Families who establish scholarship funds have found a deeply meaningful way to honor the loss of a loved one, while also opening a door for many students to pursue higher education.
Creating a scholarship “offers a way for bereaved families to channel their grief into something positive” that benefits both the person giving and the person receiving, said Rande S. Richardson, executive director, Northern New York Community Foundation.
“These types of legacies don’t have to be large to be profound,” he added. “Every student benefits from some type of assistance to pursue their educational aspirations.”
Scholarship recipients who are able to meet with their donors are given an even greater gift – an opportunity to hear “the story of why the scholarship was created” directly from the families, Mr. Richardson said.
“The scholarship recipient may be so moved that he or she extends that same type of support to someone else later in life,” he said.
Every student “has a different story, and for some of them, these scholarships can be life-changing,” said Benjamin Foster, executive director, Jefferson Community College Foundation. “It’s nice for the donors to hear firsthand that appreciation, if possible.”
“It could turn into a mentoring relationship as well,” Mr. Foster said. “The donor may offer career guidance, or help to connect the student with an internship. The relationship that evolves between a donor and a recipient can become incredibly powerful.”
Here are the stories of three families who created scholarships as they worked through their painful losses:
Lorenz (Enzo) Greenwood Coinco, 18 years old
For Emily Coinco and Barbara Greenwood, the scholarship established in the name of their son, Enzo, created a way for them to continue sharing his life story.
In June 2017, their son and his cousin both lost their lives in a drowning accident in Lake Ontario, after being caught in a strong and dangerous undertow.
Enzo’s mothers had worked in international development, so he attended schools in several different countries – including Azerbaijan, Ethiopia, Myanmar and Kyrgyzstan. He later graduated from South Jefferson Central School and continued his studies at Elmira College.
“After his death, we realized how many lives our son had touched,” said Ms. Greenwood. Establishing a scholarship fund at the Northern New York Community Foundation was a way to keep the caring spirit of their son alive.

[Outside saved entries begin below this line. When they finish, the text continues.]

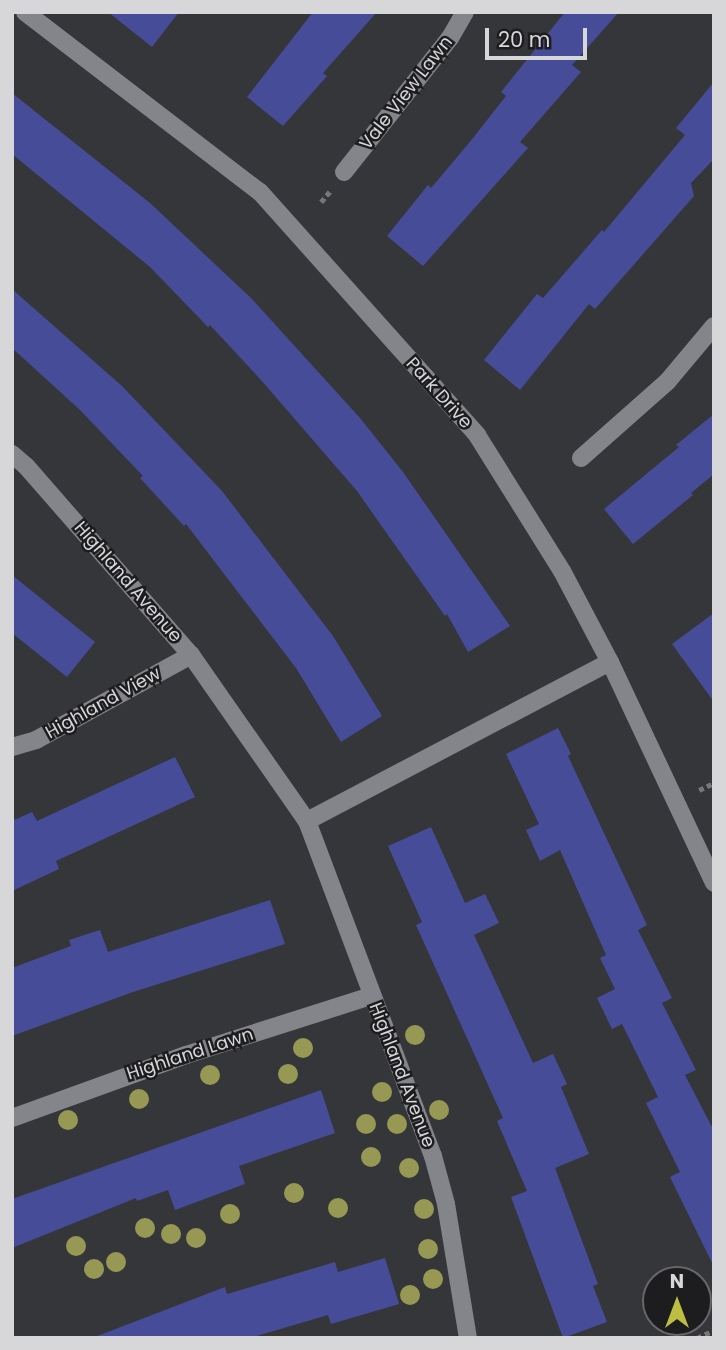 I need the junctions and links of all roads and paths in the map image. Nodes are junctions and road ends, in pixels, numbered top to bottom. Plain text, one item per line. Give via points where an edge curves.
1 (17, 12) edge
2 (25, 12) edge
3 (465, 12) edge
4 (12, 18) edge
5 (344, 172) dead end
6 (331, 190) dead end
7 (321, 202) dead end
8 (714, 326) edge
9 (12, 454) edge
10 (580, 458) dead end
11 (191, 655) junction
12 (610, 662) junction
13 (12, 747) edge
14 (307, 821) junction
15 (714, 883) edge
16 (370, 996) junction
17 (12, 1118) edge
18 (714, 1330) edge
19 (468, 1338) edge
20 (697, 1338) edge

1 - 4 street
2 - 12 street, Park Drive via 260,192 477,435 562,571
3 - 5 street, Vale View Lawn via 450,38
6 - 7 path
8 - 10 street via 667,382
9 - 11 street, Highland Avenue
11 - 13 street, Highland View via 36,740
11 - 14 street, Highland Avenue
12 - 14 street
12 - 15 street, Park Drive
14 - 16 street, Highland Avenue
16 - 17 street, Highland Lawn via 186,1055
16 - 19 street, Highland Avenue via 433,1156 446,1204
18 - 20 path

The two women chose to use the savings set aside for the remaining years of Enzo’s college education to fund scholarships for students at his former high school. They wanted the recipients to be well-rounded, critical thinkers with a strong sense of compassion for others – just like their son.

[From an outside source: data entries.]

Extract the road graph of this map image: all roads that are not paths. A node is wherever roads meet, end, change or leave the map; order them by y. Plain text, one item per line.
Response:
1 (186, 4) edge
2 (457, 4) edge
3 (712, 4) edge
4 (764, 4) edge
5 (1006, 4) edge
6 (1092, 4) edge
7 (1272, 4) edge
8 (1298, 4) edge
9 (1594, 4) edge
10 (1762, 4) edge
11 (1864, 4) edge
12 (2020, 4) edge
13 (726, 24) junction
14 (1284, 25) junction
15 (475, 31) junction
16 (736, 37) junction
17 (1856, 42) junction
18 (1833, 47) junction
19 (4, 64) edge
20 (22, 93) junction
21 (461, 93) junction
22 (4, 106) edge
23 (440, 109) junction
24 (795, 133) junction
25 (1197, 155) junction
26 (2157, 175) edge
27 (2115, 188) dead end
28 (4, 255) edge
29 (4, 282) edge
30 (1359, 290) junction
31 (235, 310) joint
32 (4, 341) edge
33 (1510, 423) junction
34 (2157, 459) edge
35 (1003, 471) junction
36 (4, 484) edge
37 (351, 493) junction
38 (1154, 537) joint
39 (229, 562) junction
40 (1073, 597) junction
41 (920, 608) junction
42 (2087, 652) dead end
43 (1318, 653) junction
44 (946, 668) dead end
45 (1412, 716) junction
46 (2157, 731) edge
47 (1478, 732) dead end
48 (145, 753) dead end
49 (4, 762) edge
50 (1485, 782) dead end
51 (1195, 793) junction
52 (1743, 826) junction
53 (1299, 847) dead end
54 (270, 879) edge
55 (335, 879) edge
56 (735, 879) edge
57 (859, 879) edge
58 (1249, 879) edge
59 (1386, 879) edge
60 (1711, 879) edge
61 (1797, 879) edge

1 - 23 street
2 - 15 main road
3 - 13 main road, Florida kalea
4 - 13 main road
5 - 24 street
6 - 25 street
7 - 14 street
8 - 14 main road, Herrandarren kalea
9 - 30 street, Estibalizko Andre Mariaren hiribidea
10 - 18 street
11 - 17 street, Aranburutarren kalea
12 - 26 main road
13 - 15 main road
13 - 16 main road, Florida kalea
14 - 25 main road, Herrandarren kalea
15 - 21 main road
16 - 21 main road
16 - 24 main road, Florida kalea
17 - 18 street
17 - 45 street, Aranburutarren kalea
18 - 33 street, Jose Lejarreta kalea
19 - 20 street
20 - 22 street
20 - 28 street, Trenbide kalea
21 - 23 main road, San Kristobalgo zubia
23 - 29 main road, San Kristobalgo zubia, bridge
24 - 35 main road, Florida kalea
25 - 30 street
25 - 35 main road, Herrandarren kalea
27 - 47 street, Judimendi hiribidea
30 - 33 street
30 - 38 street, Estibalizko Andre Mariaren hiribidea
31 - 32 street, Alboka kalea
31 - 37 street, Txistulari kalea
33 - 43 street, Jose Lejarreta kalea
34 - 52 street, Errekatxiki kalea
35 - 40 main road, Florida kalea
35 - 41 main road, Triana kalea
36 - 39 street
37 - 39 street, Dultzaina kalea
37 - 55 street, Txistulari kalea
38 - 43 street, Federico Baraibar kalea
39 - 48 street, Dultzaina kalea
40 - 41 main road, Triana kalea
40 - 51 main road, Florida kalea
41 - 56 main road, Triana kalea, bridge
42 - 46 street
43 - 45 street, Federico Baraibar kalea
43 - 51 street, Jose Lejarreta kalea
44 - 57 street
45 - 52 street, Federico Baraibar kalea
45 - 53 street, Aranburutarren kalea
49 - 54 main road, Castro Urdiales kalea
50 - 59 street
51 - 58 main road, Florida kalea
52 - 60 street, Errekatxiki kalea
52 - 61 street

“It has given us something to hold on to in Enzo’s memory,” said Ms. Coinco. “We want to keep talking about him. We want people to know about his remarkable life.”

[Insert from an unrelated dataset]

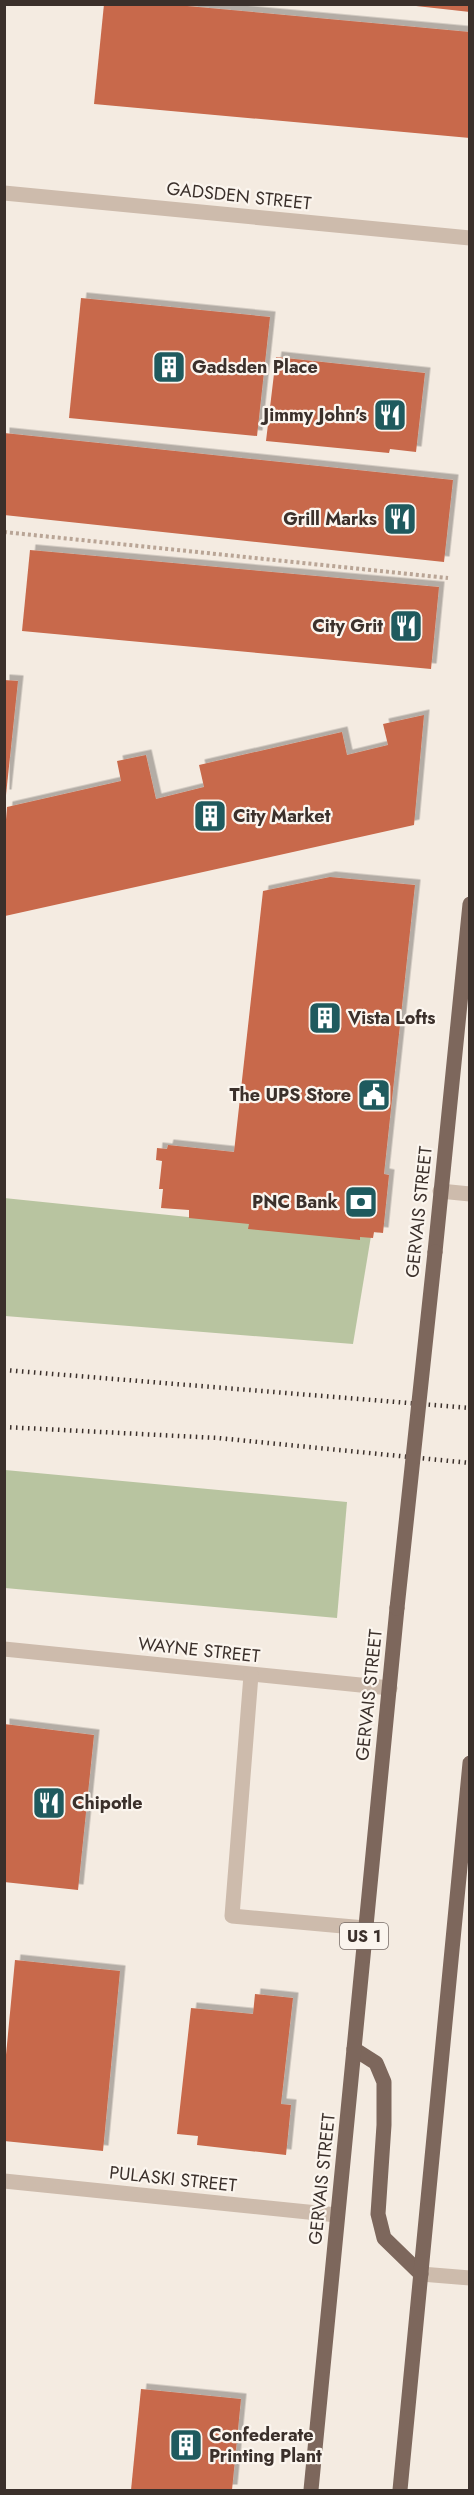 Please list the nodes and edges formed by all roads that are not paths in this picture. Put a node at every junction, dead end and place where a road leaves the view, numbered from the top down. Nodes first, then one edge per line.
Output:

Martha Papworth O’Neill, 31 years old
When Martha Papworth O’Neill was diagnosed with renal cell carcinoma, a rare form of kidney cancer, her family was in shock. Martha had always lived a healthy lifestyle – she exercised regularly, followed a balanced eating plan, and had never smoked. Her family had no history of kidney cancer.
“At the beginning, nobody thought she would die – we all believed in miracles,” said her mother, Margot Jacoby, an adjunct English instructor at Jefferson Community College. “Treatment is all about hope, and you don’t give that up.”
Although Martha bravely battled the aggressive kidney cancer for months with the constant support of family and friends, she lost her fight in August of 2010, just weeks after marrying her “soul mate” in the hospital.
“My beautiful, loving daughter was just embarking on her dream career,” said Mrs. Jacoby. “She had her whole life ahead of her.”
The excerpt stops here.